Keypoint text descriptions:
>>>

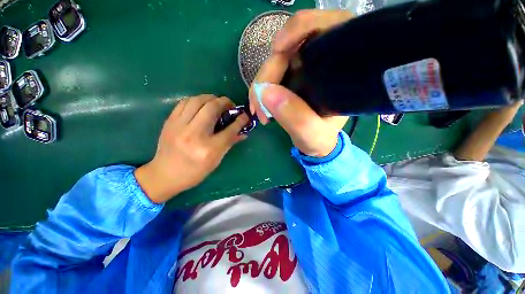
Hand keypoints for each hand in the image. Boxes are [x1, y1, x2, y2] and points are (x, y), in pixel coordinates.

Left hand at [135, 95, 248, 202]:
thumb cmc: (195, 171)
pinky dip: (196, 100)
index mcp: (209, 149)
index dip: (240, 120)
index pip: (230, 130)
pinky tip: (201, 105)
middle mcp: (194, 135)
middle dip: (225, 102)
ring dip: (211, 98)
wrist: (165, 175)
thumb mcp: (216, 160)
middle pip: (212, 108)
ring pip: (197, 101)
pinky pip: (184, 102)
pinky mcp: (170, 122)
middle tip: (230, 105)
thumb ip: (230, 143)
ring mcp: (179, 126)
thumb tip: (243, 132)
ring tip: (217, 102)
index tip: (245, 115)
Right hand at [248, 10, 351, 156]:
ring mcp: (302, 70)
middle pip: (287, 50)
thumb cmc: (320, 138)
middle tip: (259, 106)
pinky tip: (259, 104)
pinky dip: (260, 88)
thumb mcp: (312, 134)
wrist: (316, 143)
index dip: (297, 30)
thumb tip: (265, 92)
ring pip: (274, 64)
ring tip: (259, 111)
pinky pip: (270, 75)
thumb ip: (295, 117)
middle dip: (267, 76)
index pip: (321, 28)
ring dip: (260, 85)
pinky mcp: (290, 79)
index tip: (277, 49)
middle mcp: (320, 63)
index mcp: (338, 69)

<<<

PROBLEM DETAILS: Return, from the data, each line that has the word "thumb" in it.

EXERCISE OUTPUT:
thumb cmc: (195, 171)
thumb mcp: (216, 160)
thumb ip: (230, 143)
thumb tip: (243, 132)
thumb cmc: (320, 138)
thumb mcp: (312, 134)
thumb tip: (265, 92)
thumb ip: (295, 117)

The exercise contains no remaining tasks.